Studies of iNOS expression in gastric carcinomas frequently indicate a relationship between NO and angiogenesis. Few studies have examined the relationship between NOS and lymphangiogenesis in gastric carcinomas. Wang et al. determined that, compared with normal gastric tissue, gastric carcinomas exhibited greater iNOS expression. In that study, it was determined that iNOS expression in tumor cells is a reliable marker of the iNOS mRNA level [11]. Koh et al. reported that iNOS expression was closely related to the loss of differentiation in tumor cells and elevated levels of pro-inflammatory cytokines (e.g., TNFα) [19]. Li et al. identified moderate-to-high iNOS expression in 62% of gastric carcinomas. These researchers found a significant correlation between iNOS expression in tumor cells and tumor size, invasion depth, lymph node involvement, and TNM stage [18]. Zhang et al. reported that iNOS expression was an independently associated with survival [5].

We did not identify iNOS expression in non-neoplastic gastric epithelial cells. We found varying degrees of iNOS expression in tumor cells in 87.8% of gastric carcinoma cases. We also identified a significant correlation between iNOS expression in tumor cells and inflammation density, loss of differentiation, and parameters related to lymphatic tumor spread/lymphangiogenesis. We found that iNOS expression was more prominent, particularly in EMT-like dedifferentiation areas with loss of cohesion and an invasive phenotype. Our results suggest that tumor cells are a principal source of iNOS, and an increase in iNOS activity has the potential to modulate lymphangiogenic activity in gastric carcinomas.

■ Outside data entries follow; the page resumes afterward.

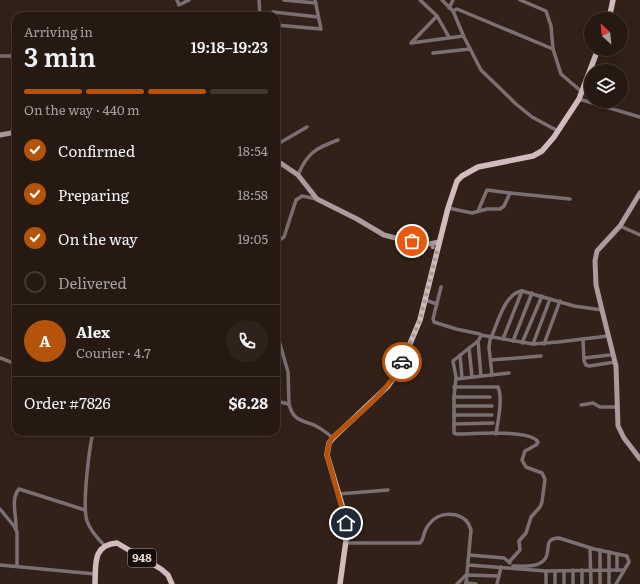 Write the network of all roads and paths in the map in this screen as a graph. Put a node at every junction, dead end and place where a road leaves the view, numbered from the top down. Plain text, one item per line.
1 (177, 0) edge
2 (190, 0) edge
3 (259, 0) edge
4 (284, 0) edge
5 (288, 0) edge
6 (420, 0) edge
7 (442, 0) edge
8 (453, 0) edge
9 (520, 0) edge
10 (613, 0) edge
11 (316, 2) edge
12 (449, 8) junction
13 (453, 11) junction
14 (260, 12) edge
15 (610, 12) edge
16 (280, 13) edge
17 (437, 16) junction
18 (318, 17) junction
19 (280, 25) edge
20 (463, 36) junction
21 (449, 37) junction
22 (553, 48) junction
23 (470, 49) junction
24 (433, 53) dead end
25 (0, 56) edge
26 (12, 56) edge
27 (595, 56) edge
28 (582, 92) junction
29 (579, 99) junction
30 (640, 117) edge
31 (307, 127) dead end
32 (558, 131) junction
33 (12, 133) edge
34 (0, 135) edge
35 (338, 140) dead end
36 (280, 144) edge
37 (280, 163) edge
38 (298, 175) junction
39 (510, 193) junction
40 (640, 193) edge
41 (317, 199) junction
42 (570, 199) dead end
43 (448, 208) junction
44 (478, 212) junction
45 (620, 226) junction
46 (640, 235) edge
47 (280, 239) edge
48 (439, 242) junction
49 (429, 244) junction
50 (437, 251) junction
51 (442, 286) dead end
52 (522, 291) junction
53 (532, 294) junction
54 (542, 296) junction
55 (550, 299) junction
56 (425, 300) junction
57 (560, 301) junction
58 (437, 304) junction
59 (602, 310) junction
60 (481, 335) junction
61 (608, 336) junction
62 (492, 337) junction
63 (503, 339) junction
64 (582, 339) junction
65 (478, 341) junction
66 (512, 341) junction
67 (522, 343) junction
68 (280, 344) edge
69 (533, 344) junction
70 (544, 344) junction
71 (470, 348) junction
72 (611, 352) junction
73 (460, 355) junction
74 (541, 356) dead end
75 (0, 358) edge
76 (584, 358) junction
77 (490, 360) junction
78 (12, 362) edge
79 (613, 362) junction
80 (509, 373) dead end
81 (492, 375) junction
82 (481, 376) junction
83 (472, 377) junction
84 (462, 378) junction
85 (456, 379) junction
86 (454, 387) junction
87 (454, 397) junction
88 (490, 397) dead end
89 (280, 402) edge
90 (289, 404) junction
91 (581, 405) dead end
92 (454, 406) junction
93 (492, 406) dead end
94 (617, 407) junction
95 (454, 415) junction
96 (492, 415) dead end
97 (493, 423) dead end
98 (454, 424) junction
99 (496, 434) junction
100 (92, 436) edge
101 (332, 438) junction
102 (640, 459) edge
103 (388, 490) dead end
104 (338, 494) junction
105 (0, 509) edge
106 (85, 510) junction
107 (16, 529) junction
108 (346, 543) junction
109 (105, 546) junction
110 (590, 548) junction
111 (600, 550) junction
112 (609, 552) junction
113 (617, 554) junction
114 (469, 556) junction
115 (509, 562) junction
116 (0, 565) edge
117 (468, 565) junction
118 (17, 566) junction
119 (501, 567) junction
120 (513, 567) junction
121 (564, 570) junction
122 (573, 570) junction
123 (582, 570) junction
124 (591, 570) junction
125 (600, 570) junction
126 (609, 570) junction
127 (617, 570) junction
128 (624, 570) junction
129 (546, 571) junction
130 (555, 571) junction
131 (95, 574) junction
132 (466, 575) junction
133 (499, 576) junction
134 (95, 584) edge
135 (172, 584) edge
136 (340, 584) edge
137 (457, 584) edge
138 (466, 584) edge
139 (476, 584) edge
140 (497, 584) edge
141 (546, 584) edge
142 (555, 584) edge
143 (564, 584) edge
144 (573, 584) edge
145 (582, 584) edge
146 (591, 584) edge
147 (600, 584) edge
148 (609, 584) edge
149 (616, 584) edge

1 - 2 street
3 - 14 street
4 - 5 street
5 - 11 street
6 - 17 street
7 - 12 street
8 - 12 street
9 - 22 street
10 - 15 main road
11 - 18 street
12 - 13 street
13 - 20 street
13 - 22 street
16 - 18 street
17 - 21 street
17 - 21 street
18 - 19 street
20 - 21 street
20 - 23 street
22 - 28 street
23 - 24 street
23 - 32 street
25 - 26 street
27 - 28 main road
28 - 29 main road
29 - 30 street
29 - 32 main road
31 - 36 street
32 - 43 main road
33 - 34 street
35 - 38 street
37 - 38 street
38 - 41 street
39 - 42 street
39 - 44 street
39 - 44 street
40 - 45 street
41 - 47 street
41 - 49 street
43 - 44 street
43 - 48 main road
45 - 46 street
45 - 59 street
48 - 49 street
48 - 50 main road
49 - 50 street
50 - 56 main road
51 - 58 street
52 - 53 street
52 - 62 street
52 - 63 street
53 - 54 street
53 - 66 street
54 - 55 street
54 - 67 street
55 - 57 street
55 - 69 street
56 - 58 street
56 - 101 main road
57 - 59 street
57 - 70 street
58 - 60 street
59 - 61 street
60 - 62 street
60 - 65 street
61 - 64 street
61 - 72 street
62 - 63 street
62 - 77 street
63 - 66 street
64 - 70 street
64 - 76 street
65 - 71 street
65 - 82 street
66 - 67 street
67 - 69 street
68 - 90 street
69 - 70 street
71 - 73 street
71 - 83 street
72 - 76 street
72 - 79 street
73 - 84 street
73 - 85 street
74 - 77 street
75 - 78 street
76 - 79 street
77 - 81 street
79 - 94 street
80 - 81 street
81 - 82 street
82 - 83 street
83 - 84 street
84 - 85 street
85 - 86 street
86 - 87 street
86 - 99 street
87 - 88 street
87 - 92 street
89 - 90 street
90 - 101 street
91 - 94 street
92 - 93 street
92 - 95 street
94 - 102 street
95 - 96 street
95 - 98 street
97 - 98 street
98 - 99 street
99 - 115 street
100 - 106 street
101 - 104 main road
103 - 104 street
104 - 108 main road
105 - 107 street
106 - 107 street
106 - 109 street
107 - 118 street
108 - 114 street
108 - 136 main road
109 - 131 main road
109 - 135 main road, 948
110 - 111 street
110 - 120 street
110 - 124 street
111 - 112 street
111 - 125 street
112 - 113 street
112 - 126 street
113 - 127 street
113 - 128 street
114 - 115 street
114 - 117 street
115 - 120 street
116 - 118 street
117 - 119 street
117 - 132 street
118 - 131 street
119 - 120 street
119 - 133 street
120 - 129 street
121 - 122 street
121 - 130 street
121 - 143 street
122 - 123 street
122 - 144 street
123 - 124 street
123 - 145 street
124 - 125 street
124 - 146 street
125 - 126 street
125 - 147 street
126 - 127 street
126 - 148 street
127 - 128 street
128 - 149 street
129 - 130 street
129 - 141 street
130 - 142 street
131 - 134 main road
132 - 133 street
132 - 137 street
132 - 138 street
133 - 140 street
138 - 139 street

Furthermore, our results indicate that tumor cells with a less differentiated/invasive phenotype express more iNOS, and that this increased iNOS expression contributes to metastatic spread. Similar to Koh et al. [19], we showed that iNOS expression and the inflammatory response had a positive correlation. Our findings suggest that the increase in iNOS expression in tumor cells is a common factor that induces both a tumor-associated inflammatory response and lymphangiogenesis.

iNOS is expressed primarily by macrophages and neutrophils [28, 29]. In neoplastic tissues, tumor cells are a primary source of iNOS. Thomsen et al. showed that stromal fibroblasts and endothelial cells expressed iNOS, and stromal iNOS expression was correlated with tumor grade in breast carcinomas [29]. We assessed iNOS expression in various cellular components of gastric carcinomas separately, and found that iNOS expression in tumor cells and iNOS expression in stromal cells were positively correlated. Our findings indicate that the NO level in the microenvironment of the tumor may be elevated by iNOS originating from various cellular components. In addition, we also found that iNOS expression in the tumor stroma was related to tumor lymphangiogenesis and lymphatic spread. However, compared with that originating from tumor cells, iNOS expression from tumor-associated stroma appears to play a less important biological role.

Conclusions

In conclusion, we found that both intratumoral and peritumoral LVD were closely related to lymph node metastasis, the most important parameter of the biological behavior of a tumor, in gastric carcinomas. We also found that iNOS may be expressed by different cellular components in tumor tissues; indeed, iNOS expressed by tumor cells may play an important role in the pathogenesis and progression of gastric carcinomas. Our finding of an increase in the iNOS level in EMT-like dedifferentiation areas, reflecting transformation of tumor cells into an invasive and a metastatic phenotype, supports this result. In addition, our findings indicate the potential of an iNOS-mediated NO increase to modulate lymphangiogenesis and lymphatic spread in gastric carcinomas. Therefore, development of novel agents that inhibit iNOS activity and NO signal conduction may represent an alternative treatment of gastric carcinomas.

Consent

Written informed consent was obtained from the patient for the publication of this report and any accompanying images.